> [Problem to work on] Wherever the word "Right" occurs in the lines below, copy the whole line.

> [Data]
____

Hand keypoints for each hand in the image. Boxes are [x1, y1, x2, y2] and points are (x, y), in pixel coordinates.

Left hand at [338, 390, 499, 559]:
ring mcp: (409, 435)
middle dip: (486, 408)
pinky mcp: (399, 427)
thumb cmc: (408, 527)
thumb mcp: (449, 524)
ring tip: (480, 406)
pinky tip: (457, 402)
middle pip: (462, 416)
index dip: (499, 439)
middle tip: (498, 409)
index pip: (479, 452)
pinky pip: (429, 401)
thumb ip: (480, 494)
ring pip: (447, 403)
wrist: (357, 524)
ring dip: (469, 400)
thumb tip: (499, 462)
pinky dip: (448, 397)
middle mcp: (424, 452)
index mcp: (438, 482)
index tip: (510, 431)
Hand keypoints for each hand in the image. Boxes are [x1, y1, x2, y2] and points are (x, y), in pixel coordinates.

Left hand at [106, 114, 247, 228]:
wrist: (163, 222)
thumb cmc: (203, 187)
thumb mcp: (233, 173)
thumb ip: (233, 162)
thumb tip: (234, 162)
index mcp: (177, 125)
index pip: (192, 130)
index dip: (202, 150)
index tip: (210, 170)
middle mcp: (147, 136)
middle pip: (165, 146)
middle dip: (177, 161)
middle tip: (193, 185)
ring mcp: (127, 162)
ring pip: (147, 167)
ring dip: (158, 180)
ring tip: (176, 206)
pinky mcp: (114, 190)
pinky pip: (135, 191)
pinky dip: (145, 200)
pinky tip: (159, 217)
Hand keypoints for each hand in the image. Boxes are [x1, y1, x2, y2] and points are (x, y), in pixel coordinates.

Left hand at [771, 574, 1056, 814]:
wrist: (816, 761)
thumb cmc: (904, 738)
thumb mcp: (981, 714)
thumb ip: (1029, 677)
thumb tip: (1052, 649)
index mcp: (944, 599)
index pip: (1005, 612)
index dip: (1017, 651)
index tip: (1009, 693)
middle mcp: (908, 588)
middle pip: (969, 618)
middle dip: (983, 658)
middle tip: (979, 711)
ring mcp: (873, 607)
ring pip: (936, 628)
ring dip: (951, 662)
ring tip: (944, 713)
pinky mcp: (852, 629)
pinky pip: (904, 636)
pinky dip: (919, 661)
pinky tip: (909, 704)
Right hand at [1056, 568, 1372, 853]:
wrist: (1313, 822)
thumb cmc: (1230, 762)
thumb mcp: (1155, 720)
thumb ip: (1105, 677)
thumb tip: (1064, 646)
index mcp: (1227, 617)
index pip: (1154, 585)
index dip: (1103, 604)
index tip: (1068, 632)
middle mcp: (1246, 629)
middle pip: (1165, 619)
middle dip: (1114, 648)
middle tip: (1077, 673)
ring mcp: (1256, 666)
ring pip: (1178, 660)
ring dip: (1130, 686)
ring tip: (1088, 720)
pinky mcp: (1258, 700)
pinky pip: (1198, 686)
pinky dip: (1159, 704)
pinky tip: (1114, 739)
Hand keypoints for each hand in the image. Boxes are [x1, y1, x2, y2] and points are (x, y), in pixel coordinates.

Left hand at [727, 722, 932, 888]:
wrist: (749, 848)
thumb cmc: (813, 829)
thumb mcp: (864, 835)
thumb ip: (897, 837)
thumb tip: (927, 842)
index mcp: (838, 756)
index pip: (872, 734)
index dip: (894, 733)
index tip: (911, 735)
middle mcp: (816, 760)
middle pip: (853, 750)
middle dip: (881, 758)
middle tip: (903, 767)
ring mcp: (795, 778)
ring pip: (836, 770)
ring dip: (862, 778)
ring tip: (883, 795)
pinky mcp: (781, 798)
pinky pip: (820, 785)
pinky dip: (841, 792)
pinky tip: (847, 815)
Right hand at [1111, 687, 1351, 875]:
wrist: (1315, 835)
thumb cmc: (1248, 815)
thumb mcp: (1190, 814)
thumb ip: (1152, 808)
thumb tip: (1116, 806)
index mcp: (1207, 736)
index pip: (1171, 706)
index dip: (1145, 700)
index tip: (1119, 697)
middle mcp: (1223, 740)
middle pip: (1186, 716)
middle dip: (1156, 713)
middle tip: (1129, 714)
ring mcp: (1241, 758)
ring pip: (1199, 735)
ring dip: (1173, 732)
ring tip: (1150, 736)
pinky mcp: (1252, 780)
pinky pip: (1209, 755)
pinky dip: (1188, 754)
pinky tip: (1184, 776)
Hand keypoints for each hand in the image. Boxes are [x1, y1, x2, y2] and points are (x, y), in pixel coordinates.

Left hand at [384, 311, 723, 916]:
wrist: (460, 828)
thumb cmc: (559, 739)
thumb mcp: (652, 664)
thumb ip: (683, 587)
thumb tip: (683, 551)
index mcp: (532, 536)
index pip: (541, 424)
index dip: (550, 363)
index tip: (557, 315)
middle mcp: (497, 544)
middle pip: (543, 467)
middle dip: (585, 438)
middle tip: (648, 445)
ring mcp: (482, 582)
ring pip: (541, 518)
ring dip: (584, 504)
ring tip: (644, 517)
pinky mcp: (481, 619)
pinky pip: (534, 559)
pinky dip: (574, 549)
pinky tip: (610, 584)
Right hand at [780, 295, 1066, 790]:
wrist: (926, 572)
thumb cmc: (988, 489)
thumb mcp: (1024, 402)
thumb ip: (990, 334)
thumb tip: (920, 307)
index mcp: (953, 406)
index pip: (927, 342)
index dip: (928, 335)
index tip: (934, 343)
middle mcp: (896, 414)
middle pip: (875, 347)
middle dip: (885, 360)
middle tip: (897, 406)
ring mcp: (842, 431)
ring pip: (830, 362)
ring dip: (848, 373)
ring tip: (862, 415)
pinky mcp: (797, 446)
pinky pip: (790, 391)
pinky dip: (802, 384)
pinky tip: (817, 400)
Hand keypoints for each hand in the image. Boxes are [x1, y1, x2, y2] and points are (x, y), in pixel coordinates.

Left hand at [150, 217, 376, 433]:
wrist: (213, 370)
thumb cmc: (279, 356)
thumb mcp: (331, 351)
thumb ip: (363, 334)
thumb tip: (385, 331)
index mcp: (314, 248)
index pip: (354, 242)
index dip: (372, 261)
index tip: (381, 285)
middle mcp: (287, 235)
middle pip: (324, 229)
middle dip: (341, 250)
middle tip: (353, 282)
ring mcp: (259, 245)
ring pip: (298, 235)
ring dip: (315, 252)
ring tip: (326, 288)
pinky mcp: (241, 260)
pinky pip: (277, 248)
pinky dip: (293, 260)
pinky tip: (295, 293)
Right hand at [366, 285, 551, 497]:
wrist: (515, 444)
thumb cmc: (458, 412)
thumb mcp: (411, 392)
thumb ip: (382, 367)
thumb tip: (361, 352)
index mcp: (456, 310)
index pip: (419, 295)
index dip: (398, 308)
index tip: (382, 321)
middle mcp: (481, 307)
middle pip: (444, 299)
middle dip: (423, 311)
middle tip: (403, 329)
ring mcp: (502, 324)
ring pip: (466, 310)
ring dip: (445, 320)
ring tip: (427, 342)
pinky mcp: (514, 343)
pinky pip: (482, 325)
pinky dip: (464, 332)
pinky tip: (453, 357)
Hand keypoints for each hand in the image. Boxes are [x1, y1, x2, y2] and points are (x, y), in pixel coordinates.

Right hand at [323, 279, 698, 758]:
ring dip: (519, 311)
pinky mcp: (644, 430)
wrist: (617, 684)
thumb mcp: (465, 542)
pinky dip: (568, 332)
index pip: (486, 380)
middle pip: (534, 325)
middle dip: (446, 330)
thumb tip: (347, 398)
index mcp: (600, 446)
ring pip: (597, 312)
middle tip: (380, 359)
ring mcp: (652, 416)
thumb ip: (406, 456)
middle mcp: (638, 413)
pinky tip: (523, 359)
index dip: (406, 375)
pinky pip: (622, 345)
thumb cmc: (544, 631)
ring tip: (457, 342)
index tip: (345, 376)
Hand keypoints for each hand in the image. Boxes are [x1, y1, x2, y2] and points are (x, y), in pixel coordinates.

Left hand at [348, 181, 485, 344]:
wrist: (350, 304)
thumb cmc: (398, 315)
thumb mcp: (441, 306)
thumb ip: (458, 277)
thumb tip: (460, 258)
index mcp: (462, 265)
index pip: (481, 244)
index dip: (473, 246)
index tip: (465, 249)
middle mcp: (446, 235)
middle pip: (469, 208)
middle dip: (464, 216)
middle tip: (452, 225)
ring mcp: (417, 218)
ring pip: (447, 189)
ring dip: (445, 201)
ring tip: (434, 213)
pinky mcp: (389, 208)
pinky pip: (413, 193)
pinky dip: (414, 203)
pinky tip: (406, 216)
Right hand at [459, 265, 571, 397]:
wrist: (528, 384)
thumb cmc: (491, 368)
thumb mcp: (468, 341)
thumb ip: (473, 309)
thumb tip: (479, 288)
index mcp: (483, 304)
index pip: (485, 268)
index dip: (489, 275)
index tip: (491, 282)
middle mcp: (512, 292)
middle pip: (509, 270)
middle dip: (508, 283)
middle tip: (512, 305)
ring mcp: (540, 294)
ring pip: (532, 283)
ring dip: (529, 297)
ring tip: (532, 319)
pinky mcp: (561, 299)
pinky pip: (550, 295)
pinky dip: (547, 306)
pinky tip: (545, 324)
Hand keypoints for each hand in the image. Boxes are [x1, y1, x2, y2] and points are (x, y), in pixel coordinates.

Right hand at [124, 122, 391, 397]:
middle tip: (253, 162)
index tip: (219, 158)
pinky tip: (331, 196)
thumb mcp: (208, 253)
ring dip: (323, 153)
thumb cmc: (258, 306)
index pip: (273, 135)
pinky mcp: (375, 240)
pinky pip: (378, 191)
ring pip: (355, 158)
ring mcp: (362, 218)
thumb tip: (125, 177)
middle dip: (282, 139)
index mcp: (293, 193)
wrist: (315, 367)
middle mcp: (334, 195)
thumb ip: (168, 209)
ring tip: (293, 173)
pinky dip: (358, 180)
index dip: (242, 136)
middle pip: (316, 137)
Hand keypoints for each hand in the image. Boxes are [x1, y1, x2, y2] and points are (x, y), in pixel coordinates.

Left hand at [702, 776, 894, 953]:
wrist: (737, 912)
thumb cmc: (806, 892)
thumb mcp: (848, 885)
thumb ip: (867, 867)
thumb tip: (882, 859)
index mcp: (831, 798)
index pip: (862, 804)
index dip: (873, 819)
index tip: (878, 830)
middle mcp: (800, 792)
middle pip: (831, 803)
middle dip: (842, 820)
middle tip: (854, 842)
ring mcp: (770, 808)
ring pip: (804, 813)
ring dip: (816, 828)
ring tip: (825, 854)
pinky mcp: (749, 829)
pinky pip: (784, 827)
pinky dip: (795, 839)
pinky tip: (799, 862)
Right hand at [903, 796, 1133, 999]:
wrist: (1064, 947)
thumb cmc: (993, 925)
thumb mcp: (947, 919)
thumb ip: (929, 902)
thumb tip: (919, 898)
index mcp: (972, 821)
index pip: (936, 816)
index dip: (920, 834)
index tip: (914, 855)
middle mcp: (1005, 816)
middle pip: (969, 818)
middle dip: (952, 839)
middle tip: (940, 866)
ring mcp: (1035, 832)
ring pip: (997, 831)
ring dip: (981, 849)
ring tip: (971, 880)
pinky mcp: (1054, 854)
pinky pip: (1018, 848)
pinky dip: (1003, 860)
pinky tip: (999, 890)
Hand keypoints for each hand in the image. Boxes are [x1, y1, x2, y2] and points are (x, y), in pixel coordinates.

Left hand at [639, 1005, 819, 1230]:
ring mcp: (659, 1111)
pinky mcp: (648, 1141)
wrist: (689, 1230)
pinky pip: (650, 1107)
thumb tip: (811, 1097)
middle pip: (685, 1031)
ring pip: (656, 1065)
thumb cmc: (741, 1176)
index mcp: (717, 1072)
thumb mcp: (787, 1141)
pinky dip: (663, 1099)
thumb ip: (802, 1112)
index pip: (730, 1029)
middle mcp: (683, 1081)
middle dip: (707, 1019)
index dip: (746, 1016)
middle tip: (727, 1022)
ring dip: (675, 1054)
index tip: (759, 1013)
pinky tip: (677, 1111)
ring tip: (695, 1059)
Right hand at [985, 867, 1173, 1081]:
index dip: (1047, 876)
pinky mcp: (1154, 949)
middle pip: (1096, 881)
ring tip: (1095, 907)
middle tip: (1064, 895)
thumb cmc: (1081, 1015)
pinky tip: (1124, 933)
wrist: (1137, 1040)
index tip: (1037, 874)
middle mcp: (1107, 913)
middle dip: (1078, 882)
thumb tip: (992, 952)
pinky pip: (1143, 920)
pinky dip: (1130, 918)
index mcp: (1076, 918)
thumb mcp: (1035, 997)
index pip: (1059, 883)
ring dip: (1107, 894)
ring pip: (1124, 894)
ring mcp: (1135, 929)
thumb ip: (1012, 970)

____

> [Answer to this exercise]
Right hand at [1056, 568, 1372, 853]:
Right hand at [1111, 687, 1351, 875]:
Right hand at [780, 295, 1066, 790]:
Right hand at [366, 285, 551, 497]:
Right hand at [323, 279, 698, 758]:
Right hand at [459, 265, 571, 397]:
Right hand at [124, 122, 391, 397]:
Right hand at [903, 796, 1133, 999]:
Right hand at [985, 867, 1173, 1081]:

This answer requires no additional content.